> **DATA RECORDS**
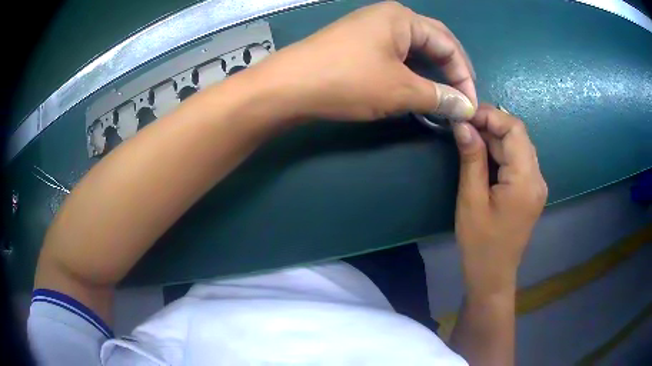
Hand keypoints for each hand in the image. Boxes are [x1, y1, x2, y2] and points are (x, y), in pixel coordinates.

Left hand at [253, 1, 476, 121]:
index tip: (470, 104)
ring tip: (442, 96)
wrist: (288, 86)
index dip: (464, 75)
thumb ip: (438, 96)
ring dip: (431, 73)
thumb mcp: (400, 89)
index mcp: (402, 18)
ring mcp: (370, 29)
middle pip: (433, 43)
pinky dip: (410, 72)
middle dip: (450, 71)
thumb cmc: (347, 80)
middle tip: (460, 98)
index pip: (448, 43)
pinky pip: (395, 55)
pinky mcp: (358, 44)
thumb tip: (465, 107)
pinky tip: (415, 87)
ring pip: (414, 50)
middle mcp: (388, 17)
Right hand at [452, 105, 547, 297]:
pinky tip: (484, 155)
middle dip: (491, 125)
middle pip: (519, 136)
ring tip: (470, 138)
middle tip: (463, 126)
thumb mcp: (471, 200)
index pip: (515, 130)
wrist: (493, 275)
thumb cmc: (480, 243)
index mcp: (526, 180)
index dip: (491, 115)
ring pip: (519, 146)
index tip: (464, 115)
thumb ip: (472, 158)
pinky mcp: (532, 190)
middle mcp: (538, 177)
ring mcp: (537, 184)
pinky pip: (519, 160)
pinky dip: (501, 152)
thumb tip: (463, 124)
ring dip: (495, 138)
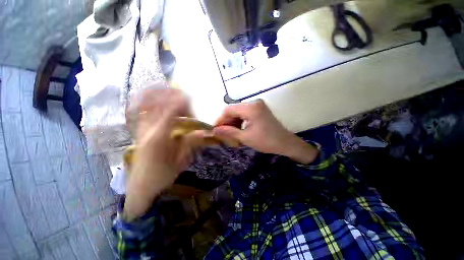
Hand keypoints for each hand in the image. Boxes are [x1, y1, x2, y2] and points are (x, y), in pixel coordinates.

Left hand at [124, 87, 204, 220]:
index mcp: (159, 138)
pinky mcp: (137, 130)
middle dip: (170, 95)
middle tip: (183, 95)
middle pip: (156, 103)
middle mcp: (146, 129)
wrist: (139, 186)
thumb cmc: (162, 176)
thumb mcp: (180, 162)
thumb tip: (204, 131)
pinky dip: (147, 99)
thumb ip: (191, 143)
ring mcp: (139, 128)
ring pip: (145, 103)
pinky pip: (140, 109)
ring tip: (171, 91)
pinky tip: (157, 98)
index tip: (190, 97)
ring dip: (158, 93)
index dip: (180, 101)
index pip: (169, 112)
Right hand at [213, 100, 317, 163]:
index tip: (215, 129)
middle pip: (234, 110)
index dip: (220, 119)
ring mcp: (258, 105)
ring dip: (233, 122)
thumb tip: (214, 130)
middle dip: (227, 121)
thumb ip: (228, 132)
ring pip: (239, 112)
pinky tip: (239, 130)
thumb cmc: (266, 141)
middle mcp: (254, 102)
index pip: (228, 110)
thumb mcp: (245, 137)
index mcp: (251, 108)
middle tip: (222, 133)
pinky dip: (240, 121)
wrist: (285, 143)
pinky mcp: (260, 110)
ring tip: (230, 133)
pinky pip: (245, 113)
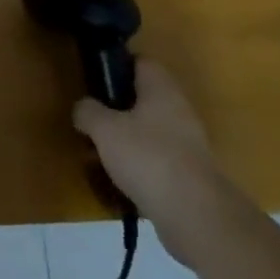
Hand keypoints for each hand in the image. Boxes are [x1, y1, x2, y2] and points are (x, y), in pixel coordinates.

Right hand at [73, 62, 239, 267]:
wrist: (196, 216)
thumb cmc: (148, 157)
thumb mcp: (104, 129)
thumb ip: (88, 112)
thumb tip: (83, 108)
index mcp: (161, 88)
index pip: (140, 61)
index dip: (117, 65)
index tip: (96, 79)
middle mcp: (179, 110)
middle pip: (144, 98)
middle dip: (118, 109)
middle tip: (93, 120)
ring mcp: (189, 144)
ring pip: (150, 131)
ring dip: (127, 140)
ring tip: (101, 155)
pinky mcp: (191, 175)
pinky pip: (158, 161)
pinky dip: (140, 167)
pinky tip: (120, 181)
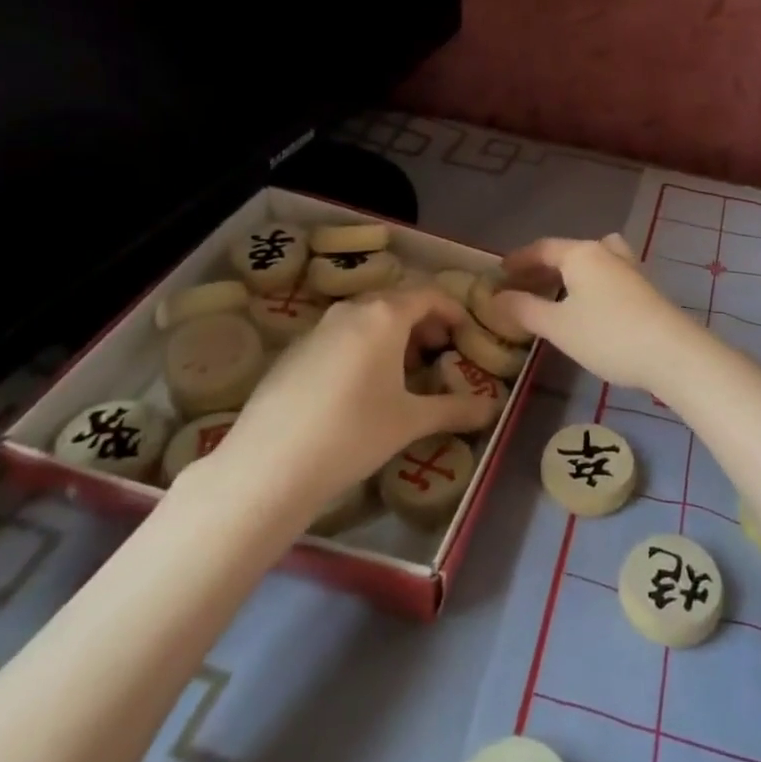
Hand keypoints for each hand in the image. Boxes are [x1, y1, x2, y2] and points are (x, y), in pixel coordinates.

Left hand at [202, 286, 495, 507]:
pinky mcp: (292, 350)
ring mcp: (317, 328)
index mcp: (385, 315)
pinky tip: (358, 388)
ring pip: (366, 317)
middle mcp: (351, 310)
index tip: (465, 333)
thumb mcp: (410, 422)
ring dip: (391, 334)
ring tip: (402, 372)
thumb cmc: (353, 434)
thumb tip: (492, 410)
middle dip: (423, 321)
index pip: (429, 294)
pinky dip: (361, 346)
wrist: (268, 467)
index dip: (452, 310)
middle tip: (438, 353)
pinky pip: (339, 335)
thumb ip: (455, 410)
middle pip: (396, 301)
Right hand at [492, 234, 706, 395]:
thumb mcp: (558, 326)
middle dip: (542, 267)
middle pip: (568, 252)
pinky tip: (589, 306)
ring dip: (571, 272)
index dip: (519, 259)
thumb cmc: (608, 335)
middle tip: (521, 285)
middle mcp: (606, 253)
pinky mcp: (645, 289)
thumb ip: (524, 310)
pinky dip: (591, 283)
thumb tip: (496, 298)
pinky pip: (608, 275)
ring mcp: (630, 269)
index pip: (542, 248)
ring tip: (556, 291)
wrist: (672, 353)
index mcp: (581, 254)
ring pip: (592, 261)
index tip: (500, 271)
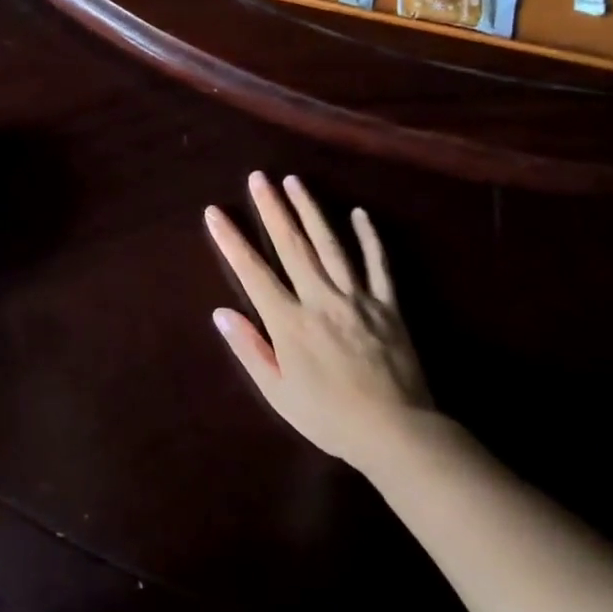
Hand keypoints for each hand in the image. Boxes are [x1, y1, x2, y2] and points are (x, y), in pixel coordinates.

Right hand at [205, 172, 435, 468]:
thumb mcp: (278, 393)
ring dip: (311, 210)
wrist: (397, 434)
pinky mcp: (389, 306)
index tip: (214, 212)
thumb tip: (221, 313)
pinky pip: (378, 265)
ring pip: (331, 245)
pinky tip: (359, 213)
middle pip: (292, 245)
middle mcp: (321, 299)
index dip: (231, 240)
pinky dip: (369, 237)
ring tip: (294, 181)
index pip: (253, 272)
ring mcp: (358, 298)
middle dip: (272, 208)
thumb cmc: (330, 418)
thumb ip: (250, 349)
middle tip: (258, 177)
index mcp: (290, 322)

> **ABOUT THIS TASK**
Wherever the word "Left" occurs in the data, copy that whole line.

> **RESPONSE TO THIS TASK**
Left hand at [253, 1, 476, 121]:
Left hand at [124, 87, 204, 220]:
Left hand at [202, 286, 495, 507]:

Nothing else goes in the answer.